Written by: Anita Kibunguchy
July 8, 2015
This year’s MIT GSL program is flying by. We have less than a week left before Demo Day and all the students are working tirelessly to develop their applications and get business plans and pitches ready for D-Day. Last week, we had the pleasure of having an MIT alum Andries Botha, Managing Director of Dynamic Strategies come and speak to the students about financials and the South African environment. I have to say that a lot of what he said stuck in my brain ‘faith, love, hope and cash flow’. This was some of the most prominent advice he gave our young entrepreneurs. He reminded students to pay close attention to their business cash flow. They’d need to understand billing, invoicing and payments. You see, for an entrepreneur, running out of money is a big deal.
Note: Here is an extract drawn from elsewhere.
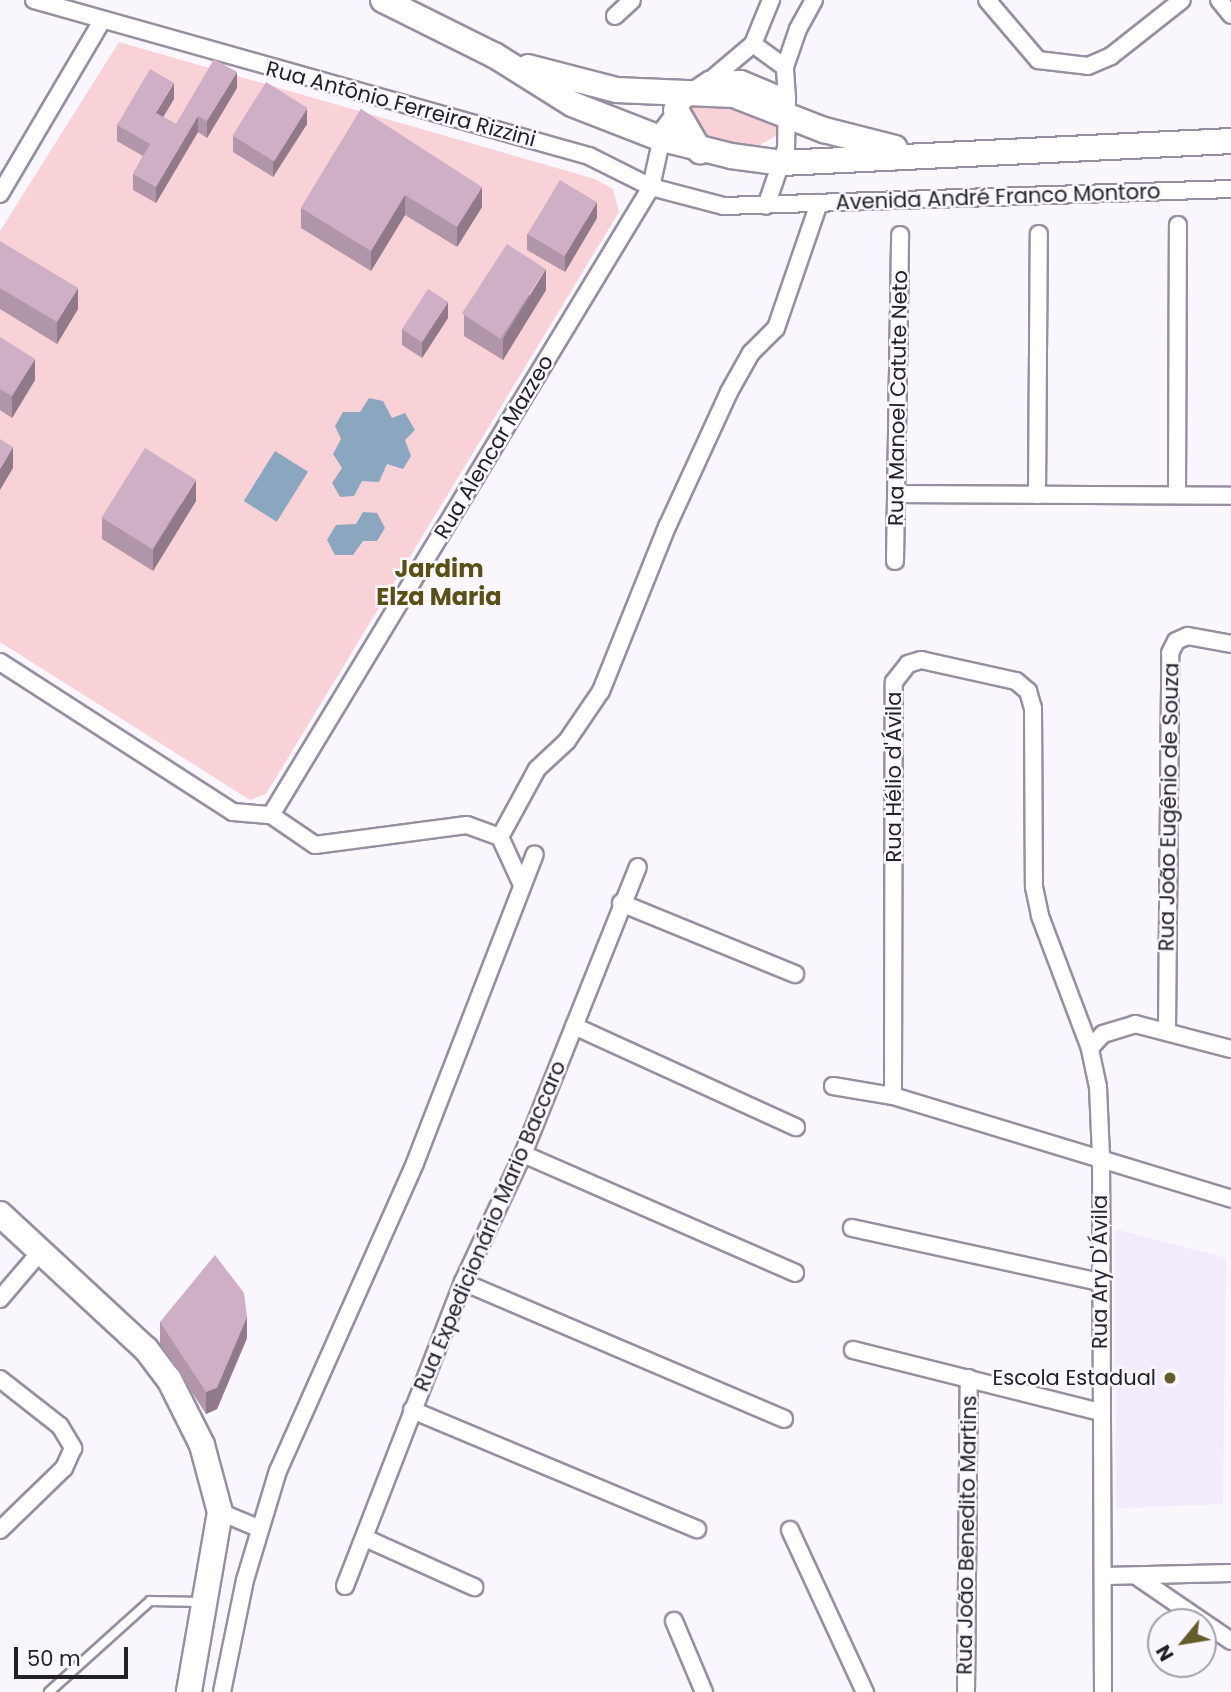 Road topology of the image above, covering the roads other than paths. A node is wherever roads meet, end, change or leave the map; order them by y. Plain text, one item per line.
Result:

It was also fascinating to learn that Mr. Botha only took on challenging problems during his consulting days. Not only that, he applied systems dynamics thinking which incorporates unintended consequences of implementing change – this made his advice to companies more sound. In addition, this made his firm quite valuable and allowed him to sometimes deliver unpopular news to clients. It was also refreshing to note that the System’s Dynamics class I took during my MBA course work at MIT was actually not in vain. Many times we wonder whether everything we learn can be applied in the real world, and this was one great example of someone who was using it and was absolutely excited about the discipline.
Towards the end of his lecture, Mr. Botha decided to have our students pitch on the spot. Mr. Botha’s philosophy is that “entrepreneurs need to be selling themselves and their ideas at the drop of the hat. The person next to you on the airplane might be the angel or client you are looking for.”
All in all, a great lecture with lots of learning. Mr. Botha couldn’t have done a better job reinforcing all the learnings we had impacted on the students thus far! It also made the students start thinking about financials for their businesses and realize that the ability to monetize their ideas was just as important as the idea and the problem they were trying to solve.